In the years spanning 1997 to 2006 (the latter being the most recent year for which data are available), there were more alcohol-related fatal crashes in 2006 (17,749) than in any of the other years.1 Also in 2006, 4,434 pedestrians (14 or older) were killed in drunk driving incidents, and there are many more injuries each year related to drinking and driving. Clearly, drinking and driving remains a devastating problem in the United States. However, with a range of programs used for universal prevention in schools and recidivism prevention (or intervention) through the courts, it is often difficult to choose the best strategy to combat the problem.
Two major types of strategies for decreasing impaired driving are law-based and attitude-based strategies. Law-based strategies typically focus on imposing harsher punishments or increasing the perceived likelihood of getting caught (such as through use of sobriety checkpoints). Attitude-based strategies attempt to change the person's perceived acceptance of impaired driving by emphasizing the potential of harm to self (such as through shock videos) or others (such as through victim impact panels or VIPs).
Ultimately, law- and attitude-based strategies can be used together to decrease overall rates of impaired driving. Of course, the selection of most law-based strategies is done through the legislative process, while attitude-based strategies tend to be chosen by individuals within a system, such as educators, counselors, and interventionists. Choosing an effective attitude-based strategy is particularly difficult because the majority of programs aimed at impaired driving have very little well-controlled research to inform those working in the field. One reason for this lack of research is that it is difficult to assess programs' effectiveness.
Universal prevention in schools
Shock videos are commonly used in driver's education programs. However, few studies have examined their effectiveness. With the wide use of prevention attempts, it would be valuable for educators and counselors to evaluate how successful shock videos are at changing attitudes.
One of the few studies of its kind examined the effectiveness of a shock video that was already being used in a driver's education class in a high school.2 In the study, 106 students were randomly divided into two groups that watched either an impaired driving prevention video (“Sentenced for Life,” produced in 1988) or a control video unrelated to drinking and driving. Only the shock video group had a significant decrease in rationalizations for drinking and driving, lenient attitudes toward drinking and driving, and perceived likelihood of future impaired driving. However, this study looked only at a short-term attitude change (same day) and did not examine actual behavior change.
Clearly, more research needs to be done with shock videos, and this study was fairly easy to do for a few reasons. First, it measured the effectiveness of a program already in place. Second, it used the Behaviors and Attitudes Drinking and Driving Scale (BADDS; SASSI Research Institute)3, which is a brief self-report questionnaire with good reliability and validity.4 Finally, the control group was able to watch the shock video later that same week.

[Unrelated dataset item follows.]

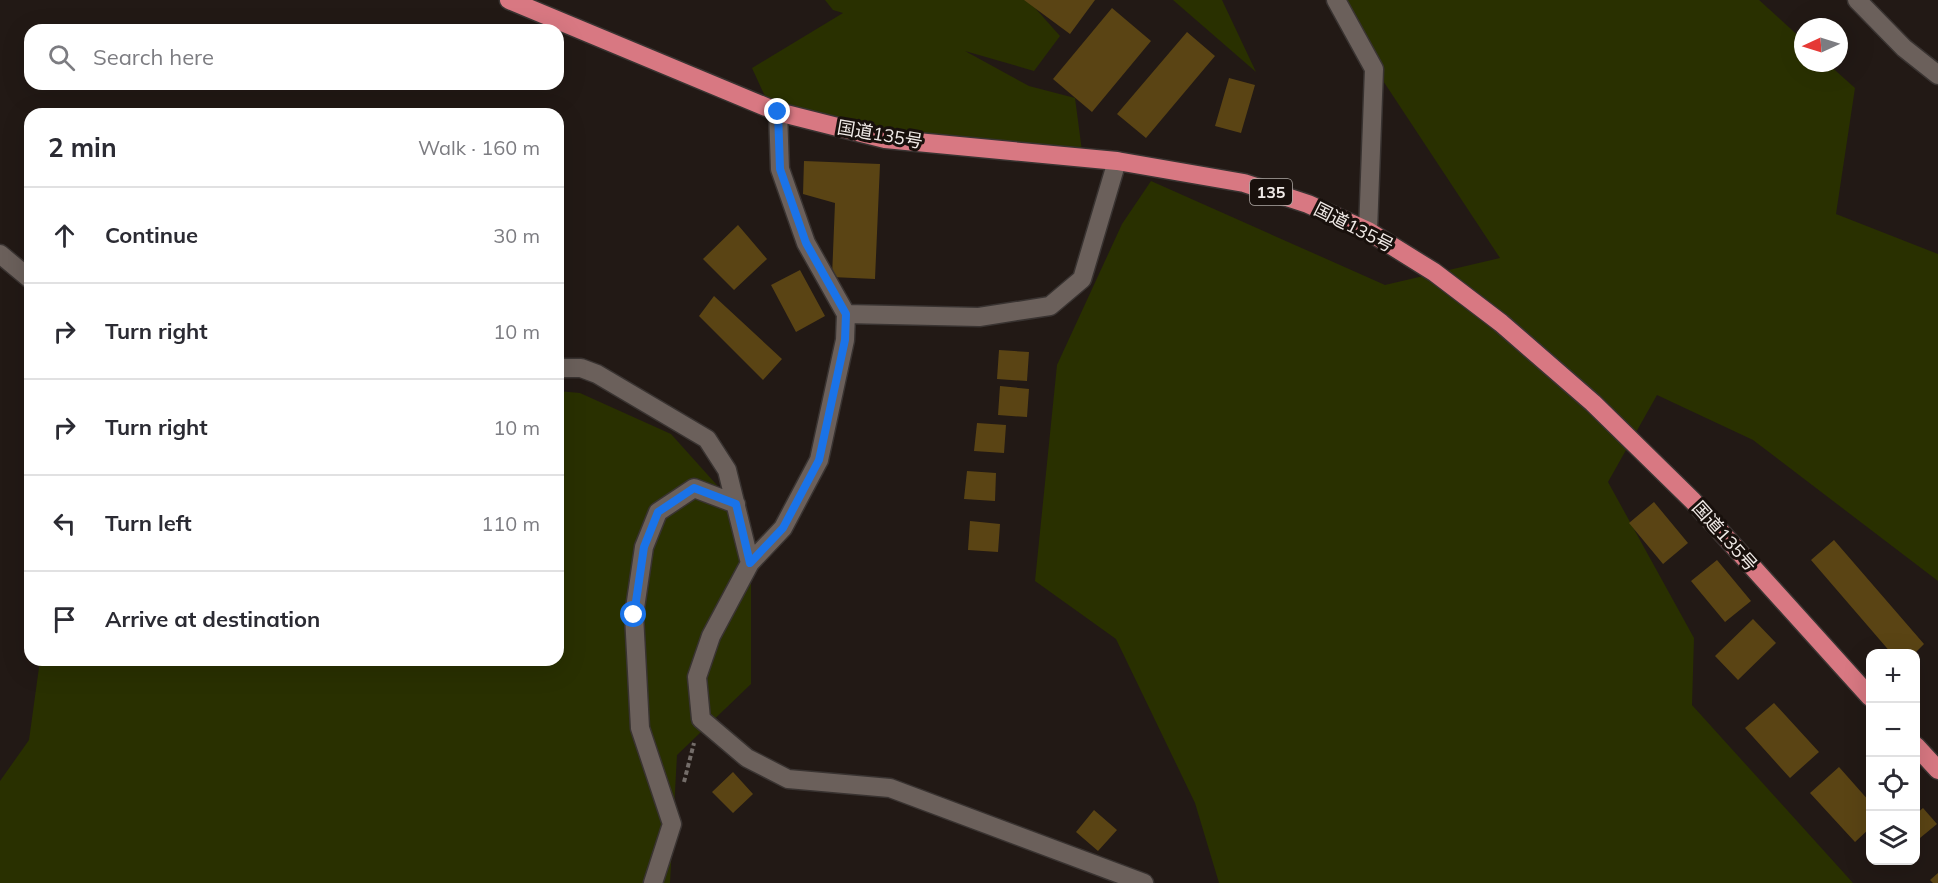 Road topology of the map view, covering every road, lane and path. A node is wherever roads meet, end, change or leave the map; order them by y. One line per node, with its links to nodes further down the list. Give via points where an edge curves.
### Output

As another example, Fatal Vision goggles alter one's perceptual field to mimic some of the effects of being intoxicated (such as loss of coordination), and they have been used in countless high schools and universities as a tool to prevent drunk driving. Students wear these goggles while completing sobriety tests (including walking on a straight line), and these exercises are often paired with a video involving one or more stories recounting fatal impaired driving accidents. When we scoured the research in 2001, however, we could not find a single study that investigated the devices' effectiveness.

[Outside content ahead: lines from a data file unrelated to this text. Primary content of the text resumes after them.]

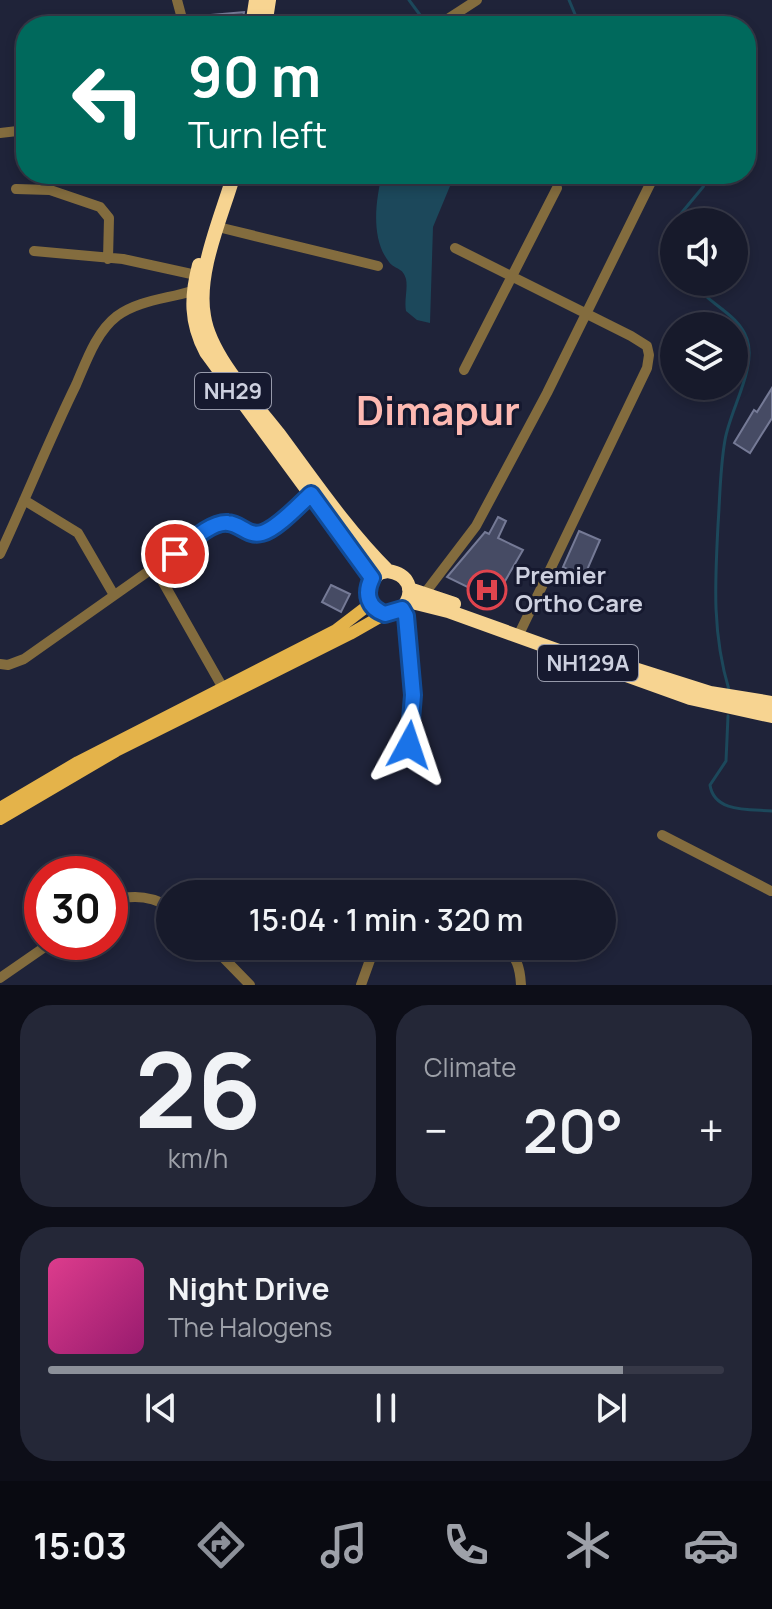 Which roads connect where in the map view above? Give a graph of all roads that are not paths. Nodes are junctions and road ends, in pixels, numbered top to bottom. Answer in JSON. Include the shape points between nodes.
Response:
{"nodes":[{"id":1,"x":477,"y":0,"type":"edge"},
{"id":2,"x":452,"y":16,"type":"edge"},
{"id":3,"x":221,"y":184,"type":"edge"},
{"id":4,"x":231,"y":184,"type":"edge"},
{"id":5,"x":650,"y":184,"type":"edge"},
{"id":6,"x":557,"y":188,"type":"dead end"},
{"id":7,"x":16,"y":189,"type":"dead end"},
{"id":8,"x":218,"y":227,"type":"junction"},
{"id":9,"x":455,"y":248,"type":"dead end"},
{"id":10,"x":34,"y":251,"type":"dead end"},
{"id":11,"x":108,"y":259,"type":"junction"},
{"id":12,"x":378,"y":266,"type":"dead end"},
{"id":13,"x":196,"y":275,"type":"junction"},
{"id":14,"x":513,"y":277,"type":"junction"},
{"id":15,"x":192,"y":291,"type":"junction"},
{"id":16,"x":584,"y":313,"type":"junction"},
{"id":17,"x":464,"y":370,"type":"dead end"},
{"id":18,"x":311,"y":494,"type":"junction"},
{"id":19,"x":24,"y":500,"type":"junction"},
{"id":20,"x":0,"y":554,"type":"edge"},
{"id":21,"x":155,"y":568,"type":"junction"},
{"id":22,"x":388,"y":571,"type":"junction"},
{"id":23,"x":372,"y":578,"type":"junction"},
{"id":24,"x":425,"y":593,"type":"junction"},
{"id":25,"x":114,"y":595,"type":"junction"},
{"id":26,"x":406,"y":600,"type":"junction"},
{"id":27,"x":370,"y":604,"type":"junction"},
{"id":28,"x":385,"y":614,"type":"junction"},
{"id":29,"x":521,"y":630,"type":"junction"},
{"id":30,"x":0,"y":664,"type":"edge"},
{"id":31,"x":223,"y":688,"type":"junction"},
{"id":32,"x":772,"y":703,"type":"edge"},
{"id":33,"x":772,"y":716,"type":"edge"},
{"id":34,"x":409,"y":745,"type":"dead end"},
{"id":35,"x":0,"y":808,"type":"edge"},
{"id":36,"x":0,"y":819,"type":"edge"},
{"id":37,"x":662,"y":835,"type":"dead end"},
{"id":38,"x":772,"y":883,"type":"edge"},
{"id":39,"x":772,"y":891,"type":"edge"},
{"id":40,"x":128,"y":897,"type":"edge"},
{"id":41,"x":156,"y":902,"type":"edge"},
{"id":42,"x":26,"y":960,"type":"edge"},
{"id":43,"x":226,"y":960,"type":"edge"},
{"id":44,"x":370,"y":960,"type":"edge"},
{"id":45,"x":516,"y":960,"type":"edge"},
{"id":46,"x":0,"y":978,"type":"edge"},
{"id":47,"x":250,"y":985,"type":"edge"},
{"id":48,"x":361,"y":985,"type":"edge"},
{"id":49,"x":521,"y":985,"type":"edge"}],
"edges":[{"from":1,"to":2,"type":"street"},
{"from":3,"to":13,"type":"highway","number":"NH29"},
{"from":4,"to":8,"type":"highway","number":"NH29"},
{"from":5,"to":16,"type":"street"},
{"from":6,"to":14,"type":"street"},
{"from":7,"to":11,"type":"street","via":[[50,190],[107,211]]},
{"from":8,"to":12,"type":"street"},
{"from":8,"to":22,"type":"highway","number":"NH29","via":[[204,278],[207,330],[227,366],[344,523]]},
{"from":9,"to":14,"type":"street"},
{"from":10,"to":11,"type":"street"},
{"from":11,"to":13,"type":"street"},
{"from":13,"to":15,"type":"highway","number":"NH29"},
{"from":14,"to":16,"type":"street"},
{"from":14,"to":17,"type":"street"},
{"from":15,"to":18,"type":"highway","number":"NH29","via":[[195,327],[206,352]]},
{"from":15,"to":19,"type":"street","via":[[154,300],[112,319],[97,339]]},
{"from":16,"to":24,"type":"street","via":[[476,526]]},
{"from":16,"to":29,"type":"street","via":[[647,346],[647,368]]},
{"from":18,"to":21,"type":"street","via":[[267,531],[248,533],[230,523],[214,525]]},
{"from":18,"to":23,"type":"highway","number":"NH29"},
{"from":19,"to":20,"type":"street"},
{"from":19,"to":25,"type":"street","via":[[78,533]]},
{"from":21,"to":25,"type":"street"},
{"from":21,"to":31,"type":"street"},
{"from":22,"to":23,"type":"highway"},
{"from":22,"to":26,"type":"highway","number":"NH29","via":[[402,576]]},
{"from":23,"to":27,"type":"highway"},
{"from":24,"to":26,"type":"highway","number":"NH129A"},
{"from":24,"to":29,"type":"highway","number":"NH129A"},
{"from":25,"to":30,"type":"street","via":[[24,659]]},
{"from":26,"to":28,"type":"highway"},
{"from":26,"to":33,"type":"highway","number":"NH129A","via":[[690,698]]},
{"from":26,"to":34,"type":"street","via":[[413,695]]},
{"from":27,"to":28,"type":"highway"},
{"from":27,"to":31,"type":"main road","via":[[336,630]]},
{"from":28,"to":36,"type":"main road","via":[[116,751]]},
{"from":29,"to":32,"type":"highway","number":"NH129A","via":[[685,686]]},
{"from":31,"to":35,"type":"main road"},
{"from":37,"to":39,"type":"street"},
{"from":38,"to":39,"type":"street"},
{"from":40,"to":41,"type":"street"},
{"from":42,"to":46,"type":"street"},
{"from":43,"to":47,"type":"street"},
{"from":44,"to":48,"type":"street"},
{"from":45,"to":49,"type":"street"}]}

We decided to put them to the test in the first study on Fatal Vision goggles.5 The study results showed that a group of students who wore the goggles during the program had a greater decrease in drinking and driving rationalizations and reported likelihood of future impaired driving than did those in a control group. However, we measured only the attitude change on the same day of the study.
In a second study on Fatal Vision goggles, we found that the attitude change on the BADDS was not sustained one month following the program.6 Additionally, there was not a significant decrease in self-reported impaired driving at one-month follow-up. Thus, while our research to date is somewhat discouraging, more research needs to be conducted with Fatal Vision goggles to determine if there is added value in including them as part of a comprehensive prevention approach.
Court efforts to prevent recidivism
Prevention and intervention targeting attitude change with adults charged with DWI also deserves examination. Victim impact panels have been used frequently, with the panels typically consisting of several people who have experienced devastating effects from impaired driving (such as losing a family member).